MWRA NEWS RELEASE
 For Immediate Release: October 21, 1999


Radon Not Detected In MWRA Water


Responding to customer questions arising from the US Environmental Protection Agency’s recent announcement that it plans to regulate the amount of radon allowed in drinking water, MWRA today announced that testing results for radon performed in November, 1998 at five locations in the MWRA system all came up below detection limits. The level of detection used by MWRA for the testing process is approximately 40 picocuries per liter (pCi/l) (a measure of radioactive decay).

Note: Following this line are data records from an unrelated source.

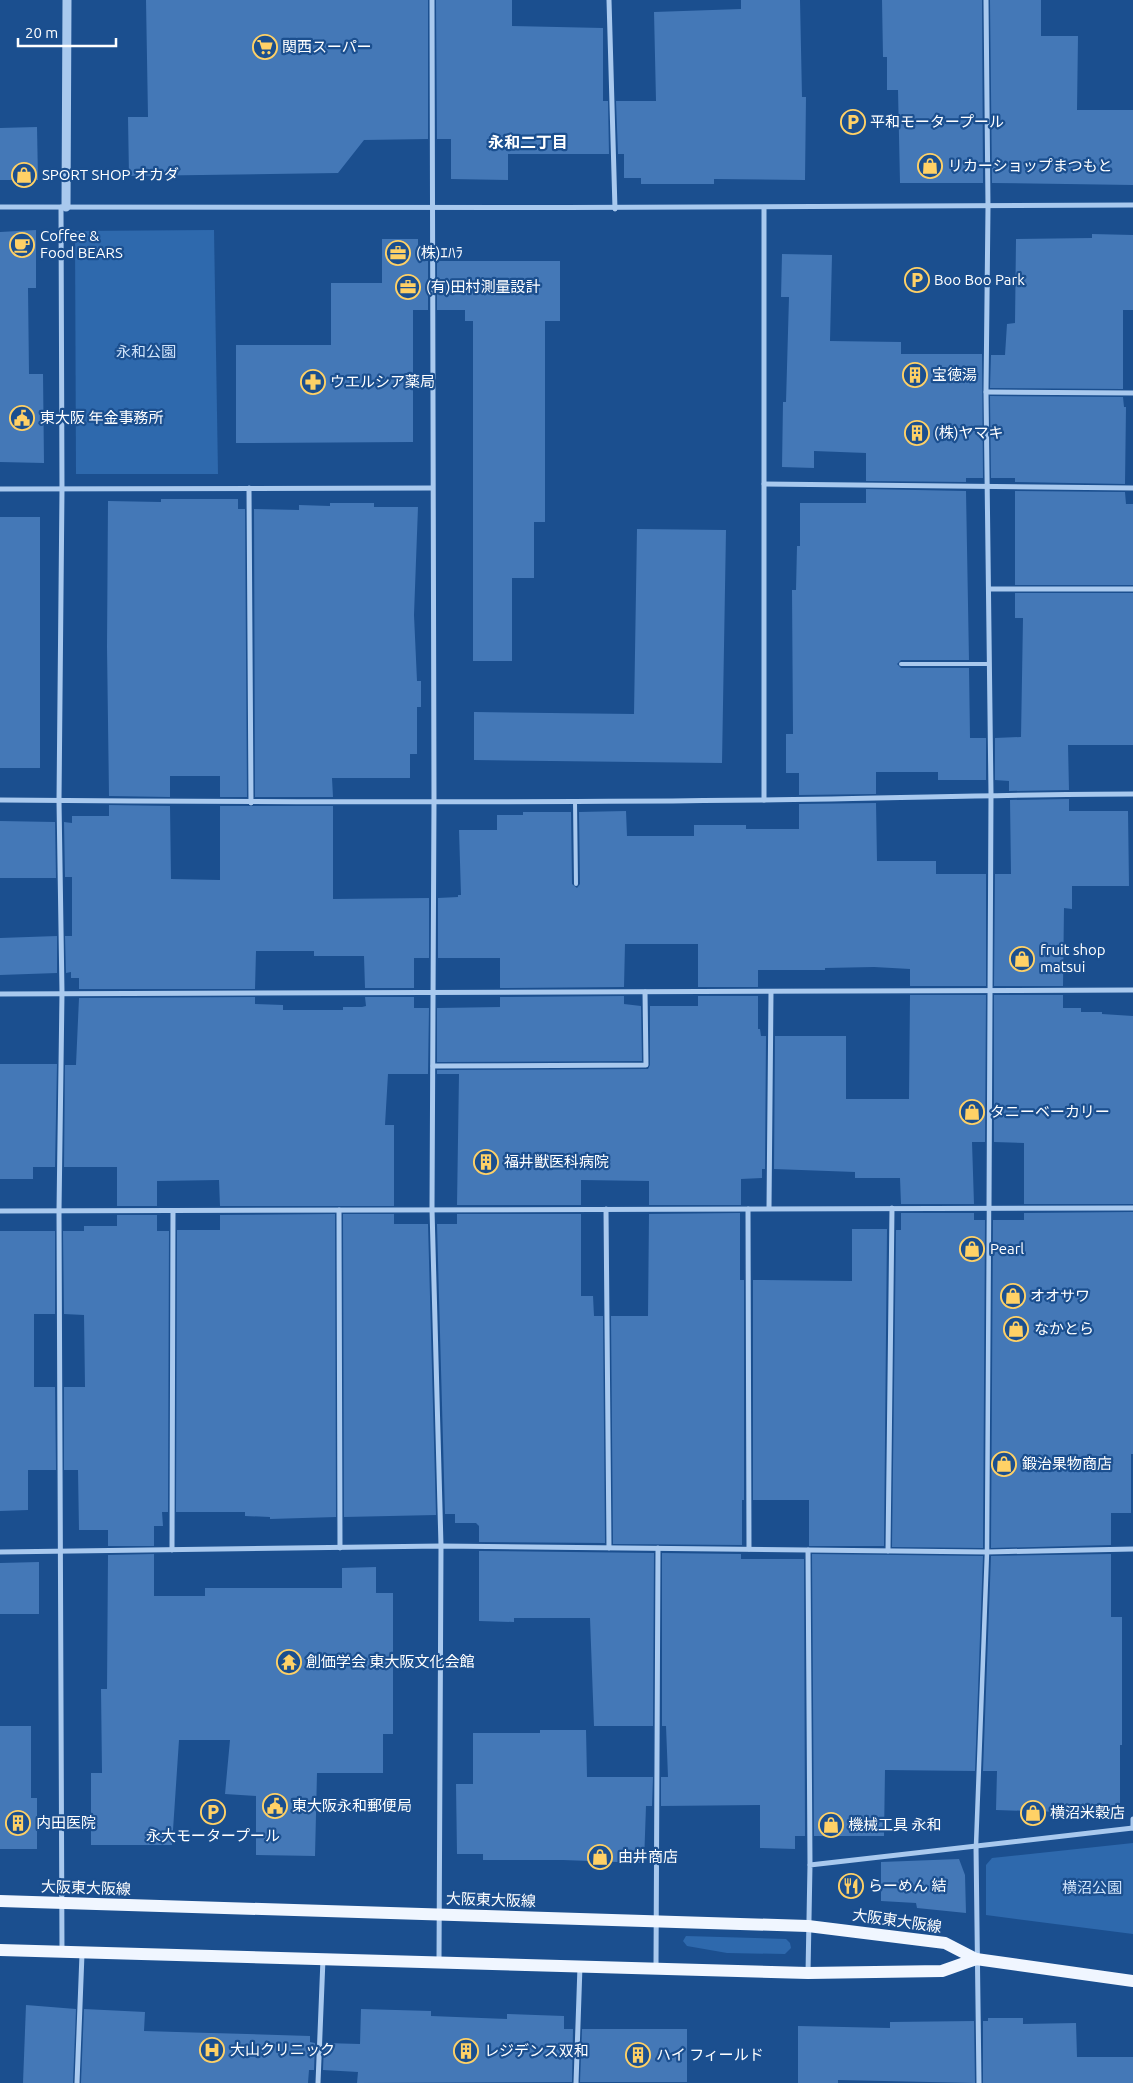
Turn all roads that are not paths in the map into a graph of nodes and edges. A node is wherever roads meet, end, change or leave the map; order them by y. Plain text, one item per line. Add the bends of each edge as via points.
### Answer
1 (68, 0) edge
2 (432, 0) edge
3 (609, 0) edge
4 (986, 0) edge
5 (1133, 205) edge
6 (431, 206) junction
7 (0, 207) edge
8 (64, 207) junction
9 (988, 207) junction
10 (615, 208) junction
11 (764, 208) junction
12 (986, 392) junction
13 (1133, 393) edge
14 (764, 484) junction
15 (0, 488) edge
16 (249, 488) junction
17 (432, 488) junction
18 (988, 488) junction
19 (1133, 488) edge
20 (62, 489) junction
21 (989, 589) junction
22 (1133, 589) edge
23 (901, 664) dead end
24 (989, 664) junction
25 (991, 794) junction
26 (1133, 794) edge
27 (0, 800) edge
28 (764, 800) junction
29 (59, 801) junction
30 (434, 801) junction
31 (575, 801) junction
32 (251, 803) junction
33 (576, 884) dead end
34 (1133, 990) edge
35 (991, 991) junction
36 (645, 992) junction
37 (771, 992) junction
38 (62, 993) junction
39 (433, 993) junction
40 (0, 994) edge
41 (433, 1066) junction
42 (989, 1207) junction
43 (769, 1208) junction
44 (892, 1208) junction
45 (1133, 1208) edge
46 (432, 1209) junction
47 (606, 1209) junction
48 (748, 1209) junction
49 (338, 1210) junction
50 (0, 1211) edge
51 (59, 1211) junction
52 (173, 1211) junction
53 (441, 1546) junction
54 (340, 1548) junction
55 (609, 1548) junction
56 (658, 1548) junction
57 (749, 1549) junction
58 (1133, 1549) edge
59 (172, 1550) junction
60 (808, 1550) junction
61 (888, 1551) junction
62 (0, 1552) edge
63 (62, 1552) junction
64 (987, 1552) junction
65 (1133, 1819) edge
66 (1133, 1828) edge
67 (976, 1846) junction
68 (810, 1865) junction
69 (0, 1901) edge
70 (63, 1903) junction
71 (440, 1915) junction
72 (657, 1921) junction
73 (808, 1926) junction
74 (0, 1950) edge
75 (62, 1952) junction
76 (82, 1952) junction
77 (323, 1958) junction
78 (976, 1959) junction
79 (439, 1962) junction
80 (580, 1965) junction
81 (656, 1967) junction
82 (808, 1973) junction
83 (1133, 1982) edge
84 (77, 2083) edge
85 (318, 2083) edge
86 (576, 2083) edge
87 (979, 2083) edge

1 - 8 street
2 - 6 street
3 - 10 street
4 - 9 street
5 - 9 street
6 - 8 street
6 - 10 street
6 - 17 street
7 - 8 street
8 - 20 street
9 - 11 street
9 - 12 street
10 - 11 street
11 - 14 street
12 - 13 street
12 - 18 street
14 - 18 street
14 - 28 street
15 - 20 street
16 - 17 street
16 - 20 street
16 - 32 street
17 - 30 street
18 - 19 street
18 - 21 street
20 - 29 street
21 - 22 street
21 - 24 street
23 - 24 lane
24 - 25 street
25 - 26 street
25 - 28 street
25 - 35 street
27 - 29 street
28 - 31 street
29 - 32 street
29 - 38 street
30 - 31 street
30 - 32 street
30 - 39 street
31 - 33 lane
34 - 35 street
35 - 37 street
35 - 42 street
36 - 37 street
36 - 39 street
36 - 41 street via 646,1065
37 - 43 street
38 - 39 street
38 - 40 street
38 - 51 street
39 - 41 street
41 - 46 street
42 - 44 street
42 - 45 street
42 - 64 street
43 - 44 street
43 - 48 street
44 - 61 street
46 - 47 street
46 - 49 street
46 - 53 street
47 - 48 street
47 - 55 street
48 - 57 street
49 - 52 street
49 - 54 street
50 - 51 street
51 - 52 street
51 - 63 street
52 - 59 street
53 - 54 street
53 - 55 street
53 - 71 street
54 - 59 street
55 - 56 street
56 - 57 street
56 - 72 street
57 - 60 street
58 - 64 street
59 - 63 street
60 - 61 street
60 - 68 street
61 - 64 street
62 - 63 street
63 - 70 street
64 - 67 street
65 - 66 street
66 - 67 street
67 - 68 street
67 - 78 street
68 - 73 street
69 - 70 main road, 大阪東大阪線
70 - 71 main road, 大阪東大阪線
70 - 75 street
71 - 72 main road, 大阪東大阪線
71 - 79 street
72 - 73 main road, 大阪東大阪線
72 - 81 street
73 - 78 main road, 大阪東大阪線 via 945,1943
73 - 82 street
74 - 75 main road, 大阪東大阪線
75 - 76 main road, 大阪東大阪線
76 - 77 main road, 大阪東大阪線
76 - 84 street
77 - 79 main road, 大阪東大阪線
77 - 85 street
78 - 82 main road, 大阪東大阪線 via 942,1971
78 - 83 main road, 大阪東大阪線
78 - 87 street
79 - 80 main road, 大阪東大阪線
80 - 81 main road, 大阪東大阪線
80 - 86 street
81 - 82 main road, 大阪東大阪線

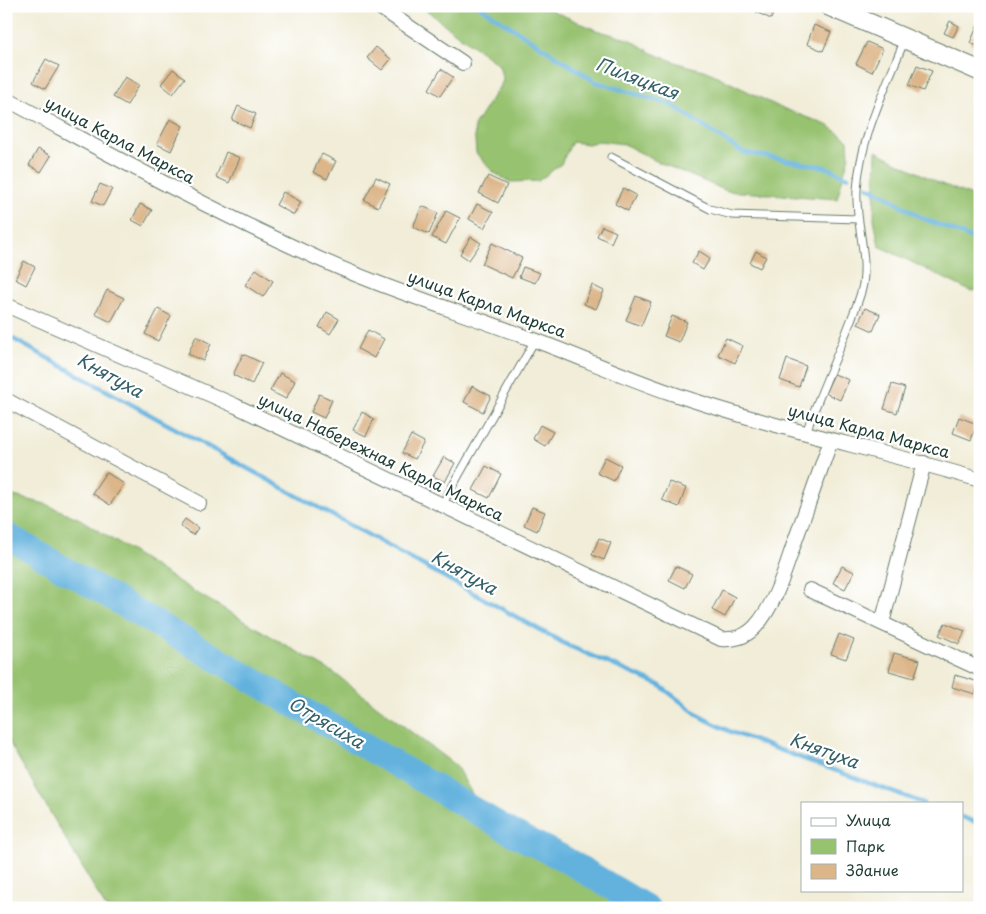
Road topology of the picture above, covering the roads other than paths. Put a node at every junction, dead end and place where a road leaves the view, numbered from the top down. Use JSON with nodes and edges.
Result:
{"nodes":[{"id":1,"x":378,"y":6,"type":"edge"},
{"id":2,"x":829,"y":6,"type":"edge"},
{"id":3,"x":905,"y":38,"type":"junction"},
{"id":4,"x":463,"y":62,"type":"dead end"},
{"id":5,"x":980,"y":71,"type":"edge"},
{"id":6,"x":6,"y":99,"type":"edge"},
{"id":7,"x":611,"y":157,"type":"dead end"},
{"id":8,"x":858,"y":219,"type":"junction"},
{"id":9,"x":6,"y":305,"type":"edge"},
{"id":10,"x":534,"y":340,"type":"junction"},
{"id":11,"x":6,"y":400,"type":"edge"},
{"id":12,"x":806,"y":433,"type":"junction"},
{"id":13,"x":831,"y":440,"type":"junction"},
{"id":14,"x":924,"y":463,"type":"junction"},
{"id":15,"x":980,"y":480,"type":"edge"},
{"id":16,"x":199,"y":503,"type":"dead end"},
{"id":17,"x":442,"y":506,"type":"junction"},
{"id":18,"x":810,"y":590,"type":"dead end"},
{"id":19,"x":882,"y":622,"type":"junction"},
{"id":20,"x":980,"y":669,"type":"edge"}],
"edges":[{"from":1,"to":4,"type":"street"},
{"from":2,"to":3,"type":"street"},
{"from":3,"to":5,"type":"street"},
{"from":3,"to":8,"type":"lane"},
{"from":6,"to":10,"type":"street","name":"улица Карла Маркса"},
{"from":7,"to":8,"type":"lane"},
{"from":8,"to":12,"type":"lane"},
{"from":9,"to":17,"type":"street","name":"улица Набережная Карла Маркса"},
{"from":10,"to":12,"type":"street","name":"улица Карла Маркса"},
{"from":10,"to":17,"type":"lane"},
{"from":11,"to":16,"type":"street"},
{"from":12,"to":13,"type":"street","name":"улица Карла Маркса"},
{"from":13,"to":14,"type":"street","name":"улица Карла Маркса"},
{"from":13,"to":17,"type":"street","name":"улица Набережная Карла Маркса"},
{"from":14,"to":15,"type":"street","name":"улица Карла Маркса"},
{"from":14,"to":19,"type":"street"},
{"from":18,"to":19,"type":"street"},
{"from":19,"to":20,"type":"street"}]}
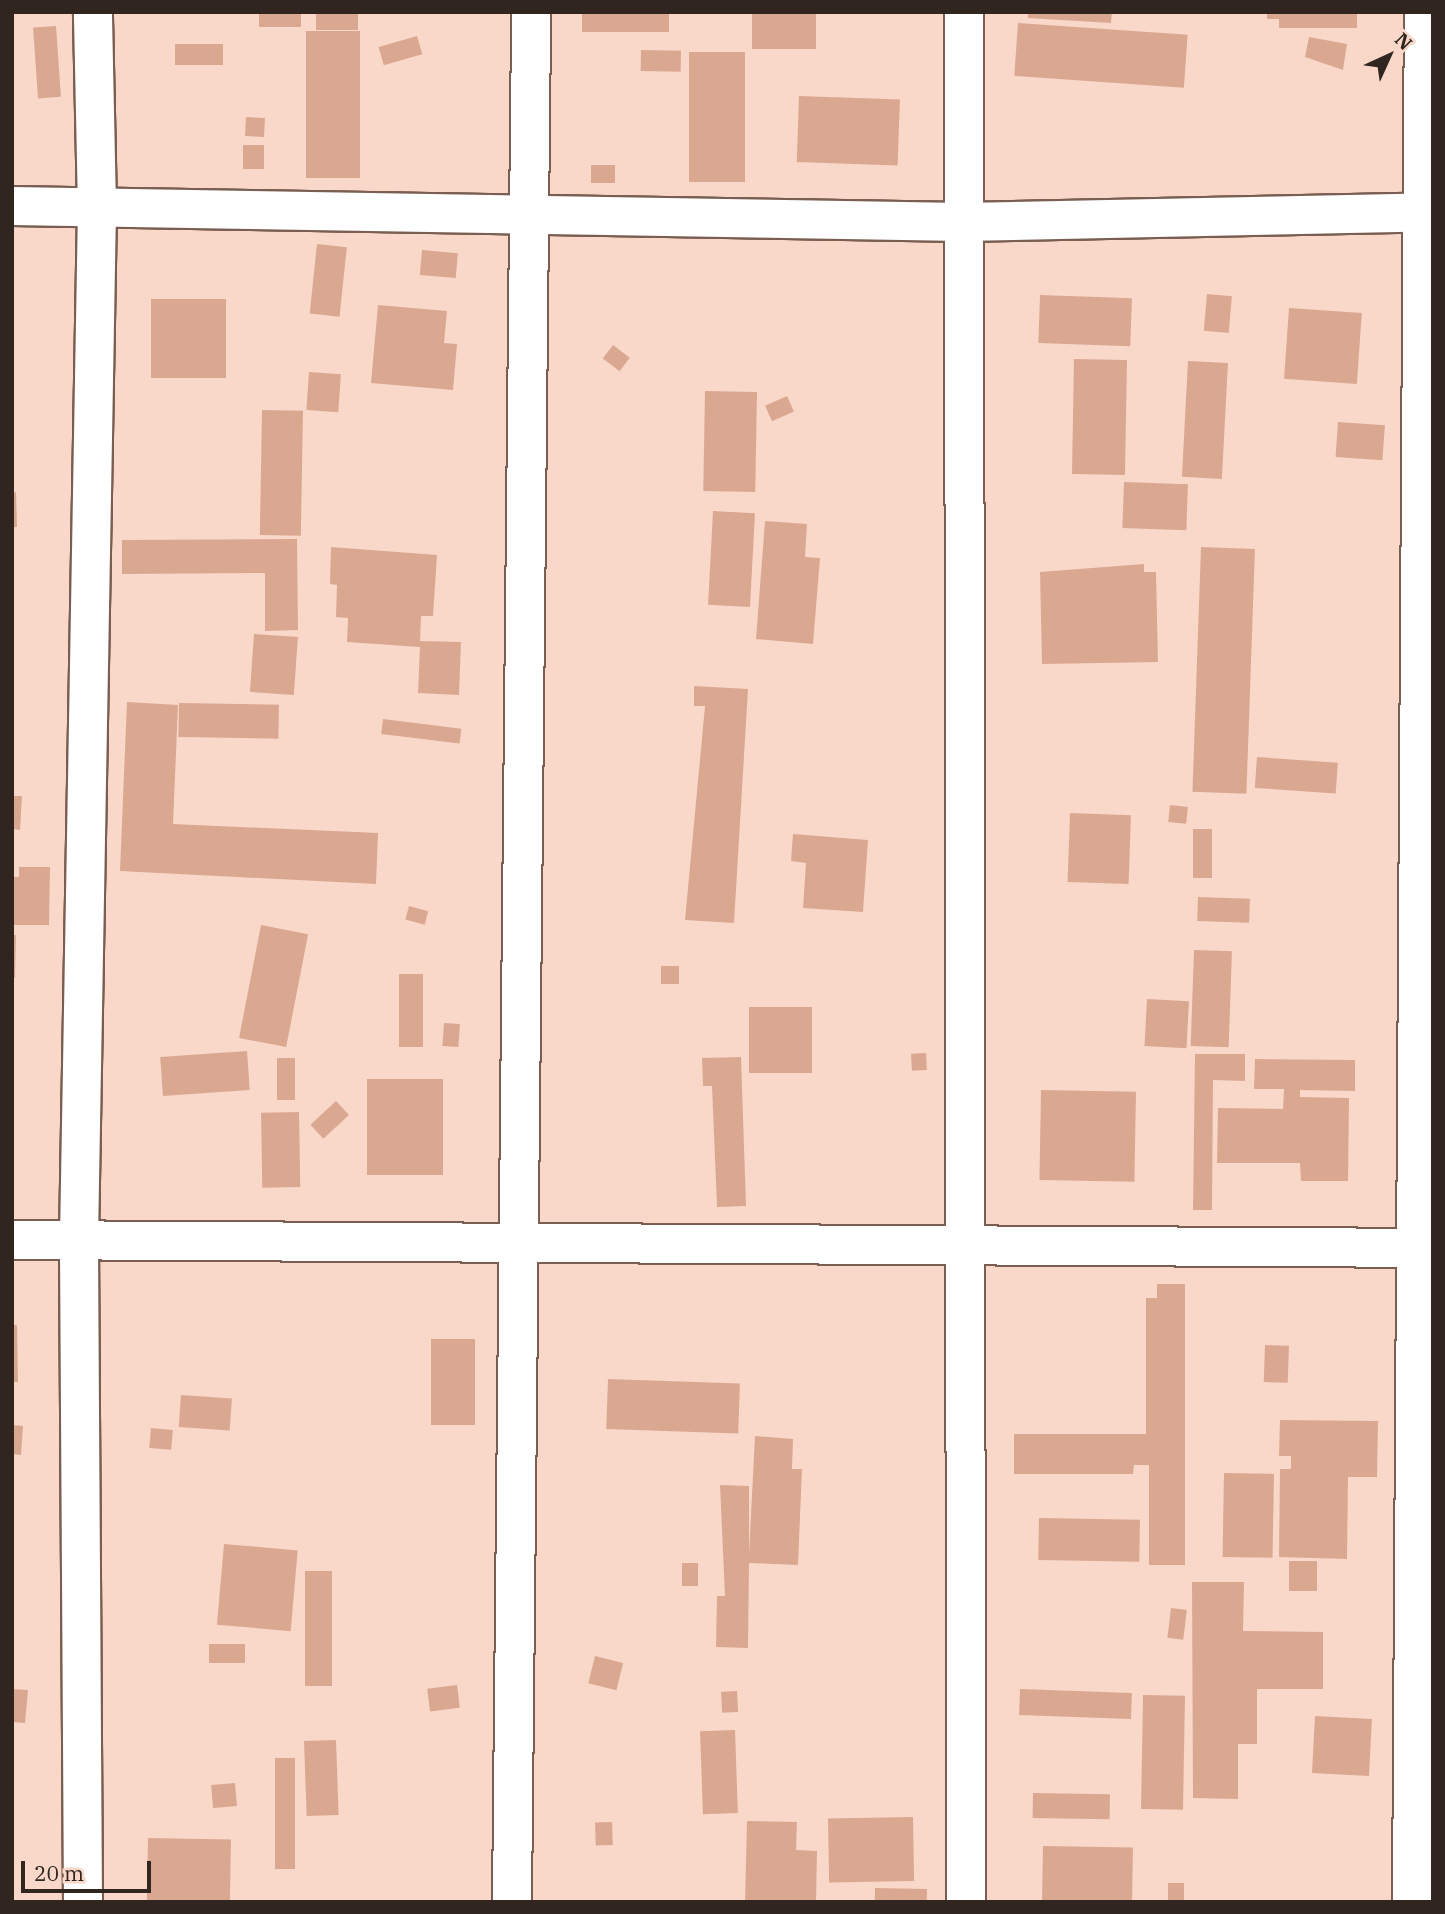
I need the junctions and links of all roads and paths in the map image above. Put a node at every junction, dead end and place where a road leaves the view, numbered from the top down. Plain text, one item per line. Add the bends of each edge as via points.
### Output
1 (93, 12) edge
2 (531, 12) edge
3 (964, 12) edge
4 (1424, 12) edge
5 (12, 206) edge
6 (97, 208) junction
7 (1429, 212) edge
8 (532, 214) junction
9 (963, 222) junction
10 (79, 1239) junction
11 (12, 1240) edge
12 (514, 1247) junction
13 (968, 1247) junction
14 (1424, 1248) edge
15 (83, 1902) edge
16 (512, 1902) edge
17 (966, 1902) edge
18 (1412, 1902) edge

1 - 6 street
2 - 8 street
3 - 9 street
4 - 7 street
5 - 6 street
6 - 8 street
6 - 10 street
7 - 9 street
7 - 14 street
8 - 9 street
8 - 12 street
9 - 13 street
10 - 11 street
10 - 12 street
10 - 15 street
12 - 13 street
12 - 16 street
13 - 14 street
13 - 17 street
14 - 18 street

The EPA proposal, expected to be issued as a final regulation next August, calls for states to meet a 4,000 pCi/l of radon drinking water standard as long as states develop an "enhanced state program addressing radon in indoor air" in conjunction with the water program. Without such an aggressive air quality protection program, states or local water authorities would have to limit radon in drinking water to 300 pCi/l. Water systems such as MWRA where radon is already below 300 pCi/l would not have to take additional action.

Radon is a naturally occurring gas that comes from soil. The gas has been linked to thousands of cases of lung cancer. The National Academy of Sciences’ National Research Council reported last month that radon consumed in drinking water poses a relatively small cancer risk compared with radon inhaled from the air. Radon is found almost exclusively in groundwater.

Testing for radon is not mandatory and goes beyond the routine testing currently required by EPA under the Safe Drinking Water Act. MWRA routinely tests for 122 contaminants. These results were recently published in MWRA’s annual Report To Consumers on Your Drinking Water distributed to every household in MWRA’s water service area.